(Collected data)
==========
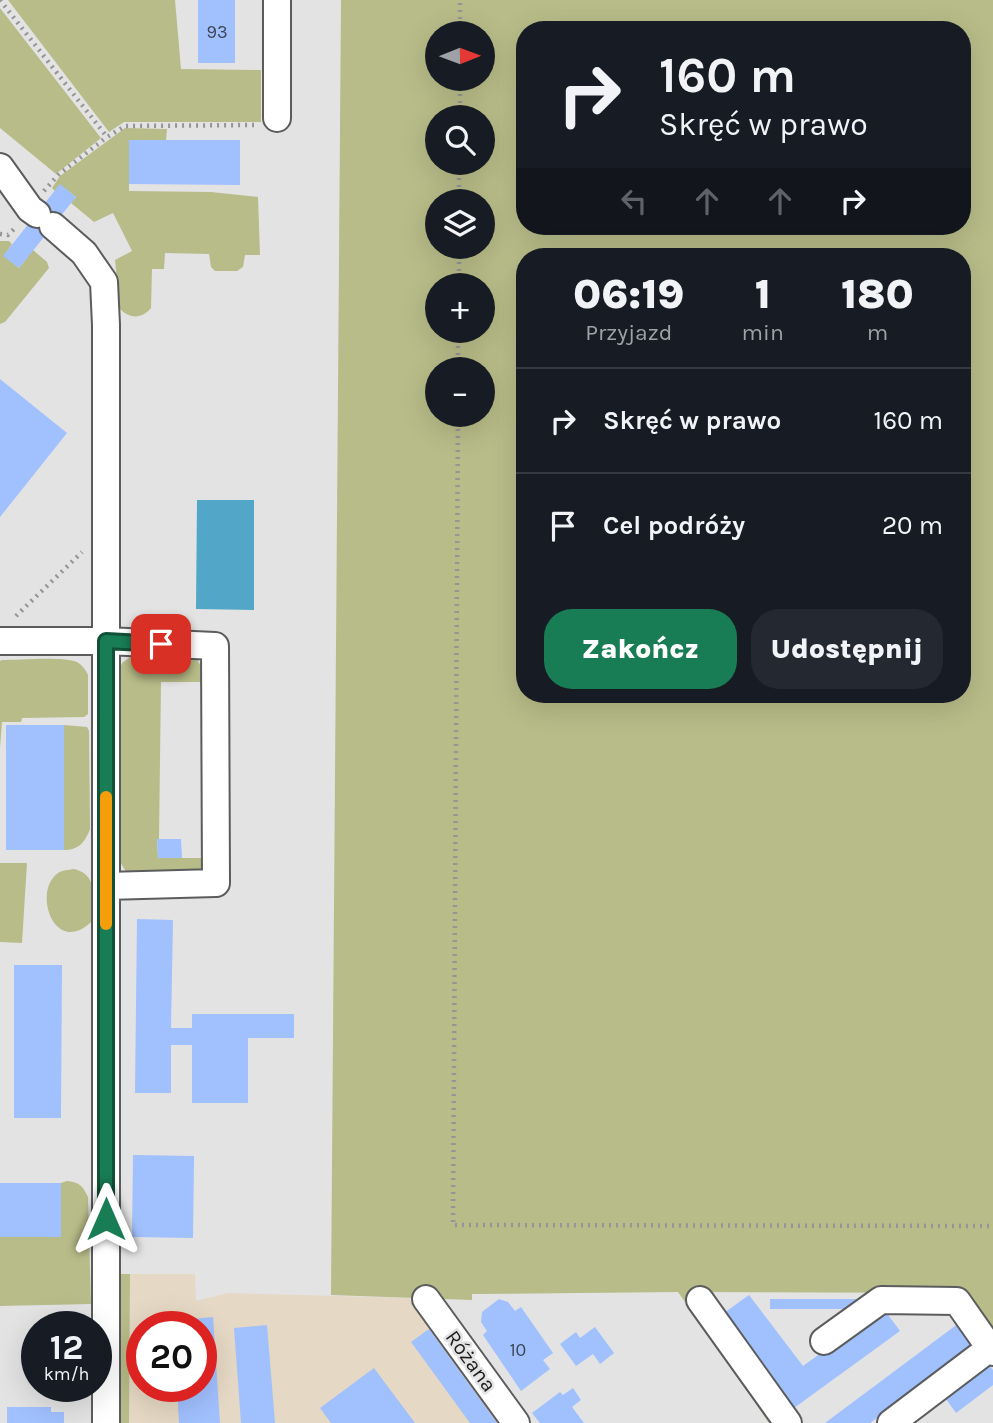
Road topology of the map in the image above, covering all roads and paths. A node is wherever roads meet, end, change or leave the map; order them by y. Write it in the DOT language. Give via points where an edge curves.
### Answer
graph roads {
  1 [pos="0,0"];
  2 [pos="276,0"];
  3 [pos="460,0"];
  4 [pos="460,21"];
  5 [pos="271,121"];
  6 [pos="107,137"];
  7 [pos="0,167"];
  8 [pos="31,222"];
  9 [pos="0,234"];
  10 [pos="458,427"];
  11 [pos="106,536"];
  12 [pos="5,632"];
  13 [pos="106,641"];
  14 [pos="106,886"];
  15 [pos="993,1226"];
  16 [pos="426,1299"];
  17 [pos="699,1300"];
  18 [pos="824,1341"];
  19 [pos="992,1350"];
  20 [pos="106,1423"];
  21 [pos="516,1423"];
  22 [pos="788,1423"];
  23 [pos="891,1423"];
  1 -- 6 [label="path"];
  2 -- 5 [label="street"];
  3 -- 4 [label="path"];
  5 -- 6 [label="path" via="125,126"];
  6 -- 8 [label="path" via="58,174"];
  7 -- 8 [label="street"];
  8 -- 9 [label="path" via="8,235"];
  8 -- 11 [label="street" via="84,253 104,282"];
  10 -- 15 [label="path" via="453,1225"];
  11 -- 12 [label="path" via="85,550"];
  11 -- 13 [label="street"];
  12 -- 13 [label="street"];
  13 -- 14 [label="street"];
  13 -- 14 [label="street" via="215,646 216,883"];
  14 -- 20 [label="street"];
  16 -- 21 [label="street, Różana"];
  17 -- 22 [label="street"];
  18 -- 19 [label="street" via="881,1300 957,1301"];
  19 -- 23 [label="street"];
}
==========
**Exercise details:** Output all the records above again exactly, with the pictures dropped.

**Problem solution:**
Road topology of the map in the image above, covering all roads and paths. A node is wherever roads meet, end, change or leave the map; order them by y. Write it in the DOT language. Give via points where an edge curves.
### Answer
graph roads {
  1 [pos="0,0"];
  2 [pos="276,0"];
  3 [pos="460,0"];
  4 [pos="460,21"];
  5 [pos="271,121"];
  6 [pos="107,137"];
  7 [pos="0,167"];
  8 [pos="31,222"];
  9 [pos="0,234"];
  10 [pos="458,427"];
  11 [pos="106,536"];
  12 [pos="5,632"];
  13 [pos="106,641"];
  14 [pos="106,886"];
  15 [pos="993,1226"];
  16 [pos="426,1299"];
  17 [pos="699,1300"];
  18 [pos="824,1341"];
  19 [pos="992,1350"];
  20 [pos="106,1423"];
  21 [pos="516,1423"];
  22 [pos="788,1423"];
  23 [pos="891,1423"];
  1 -- 6 [label="path"];
  2 -- 5 [label="street"];
  3 -- 4 [label="path"];
  5 -- 6 [label="path" via="125,126"];
  6 -- 8 [label="path" via="58,174"];
  7 -- 8 [label="street"];
  8 -- 9 [label="path" via="8,235"];
  8 -- 11 [label="street" via="84,253 104,282"];
  10 -- 15 [label="path" via="453,1225"];
  11 -- 12 [label="path" via="85,550"];
  11 -- 13 [label="street"];
  12 -- 13 [label="street"];
  13 -- 14 [label="street"];
  13 -- 14 [label="street" via="215,646 216,883"];
  14 -- 20 [label="street"];
  16 -- 21 [label="street, Różana"];
  17 -- 22 [label="street"];
  18 -- 19 [label="street" via="881,1300 957,1301"];
  19 -- 23 [label="street"];
}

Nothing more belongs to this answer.